What you need to do
A word-for-word copy of the line containing "wrist: (272, 309)" and every following line to the end of the data below is all the answer should hold.
BEGIN
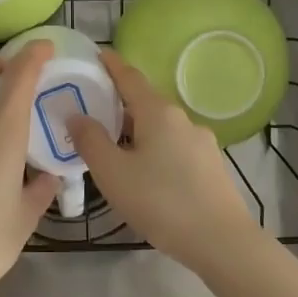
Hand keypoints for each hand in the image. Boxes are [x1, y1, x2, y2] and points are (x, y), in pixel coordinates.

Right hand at [69, 48, 263, 277]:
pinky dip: (155, 150)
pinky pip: (174, 147)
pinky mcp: (211, 166)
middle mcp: (181, 118)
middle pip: (145, 102)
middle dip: (119, 105)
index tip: (97, 54)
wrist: (222, 242)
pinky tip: (147, 175)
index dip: (111, 64)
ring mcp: (201, 142)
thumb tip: (76, 115)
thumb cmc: (160, 201)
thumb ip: (90, 140)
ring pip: (160, 128)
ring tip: (116, 151)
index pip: (129, 76)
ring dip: (137, 132)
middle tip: (93, 114)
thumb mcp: (112, 173)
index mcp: (157, 112)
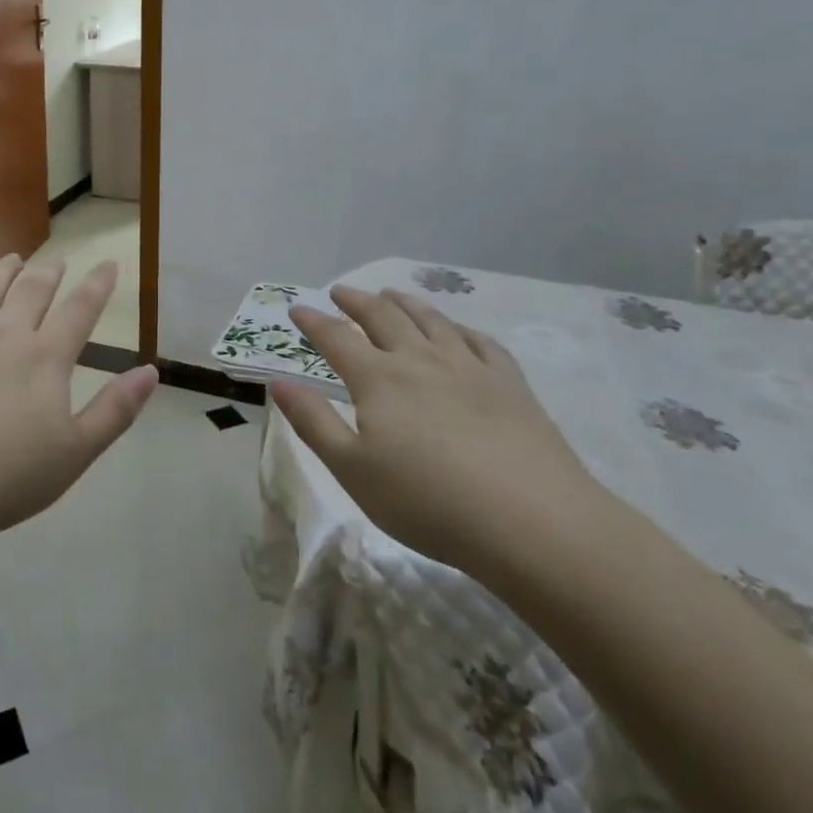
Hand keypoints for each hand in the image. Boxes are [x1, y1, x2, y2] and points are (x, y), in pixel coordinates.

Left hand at [0, 255, 157, 550]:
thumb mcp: (73, 454)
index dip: (97, 285)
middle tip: (57, 261)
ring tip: (13, 258)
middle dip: (49, 273)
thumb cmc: (0, 479)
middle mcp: (3, 334)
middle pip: (32, 292)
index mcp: (44, 358)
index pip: (79, 311)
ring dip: (2, 271)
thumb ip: (115, 410)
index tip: (107, 263)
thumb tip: (151, 371)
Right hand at [271, 286, 603, 586]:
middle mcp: (420, 359)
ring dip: (404, 303)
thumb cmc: (428, 503)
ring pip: (429, 320)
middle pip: (382, 316)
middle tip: (340, 291)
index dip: (314, 321)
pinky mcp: (509, 382)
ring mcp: (468, 366)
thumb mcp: (353, 471)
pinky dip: (459, 328)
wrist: (532, 521)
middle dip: (356, 300)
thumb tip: (280, 382)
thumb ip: (314, 422)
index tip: (298, 308)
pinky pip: (479, 341)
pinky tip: (456, 330)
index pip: (336, 338)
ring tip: (390, 294)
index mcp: (379, 378)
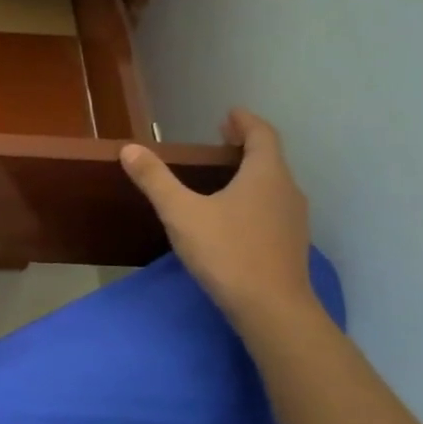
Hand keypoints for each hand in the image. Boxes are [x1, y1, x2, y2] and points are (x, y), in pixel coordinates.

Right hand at [120, 109, 316, 327]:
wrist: (272, 309)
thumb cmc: (227, 252)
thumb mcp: (181, 213)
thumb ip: (156, 180)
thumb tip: (130, 149)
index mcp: (265, 174)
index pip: (262, 134)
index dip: (245, 121)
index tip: (229, 114)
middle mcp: (286, 190)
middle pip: (270, 158)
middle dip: (246, 146)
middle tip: (221, 140)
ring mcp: (292, 220)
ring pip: (272, 185)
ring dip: (251, 173)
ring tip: (224, 176)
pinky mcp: (289, 245)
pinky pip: (272, 208)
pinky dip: (254, 198)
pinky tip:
END
Solved problem
wrist: (272, 309)
thumb cmc: (227, 252)
thumb mcp: (181, 213)
thumb ip: (156, 180)
thumb tip: (130, 149)
index mcp: (265, 174)
index pip: (262, 134)
index dip: (245, 121)
index tip: (229, 114)
middle mcp: (286, 190)
middle pip: (270, 158)
middle dip: (246, 146)
middle tip: (221, 140)
ring mcp: (292, 220)
ring pip: (272, 185)
ring dip: (251, 173)
ring tip: (224, 176)
pinky mcp: (289, 245)
pinky pip: (272, 208)
pinky dip: (254, 198)
pinky tip:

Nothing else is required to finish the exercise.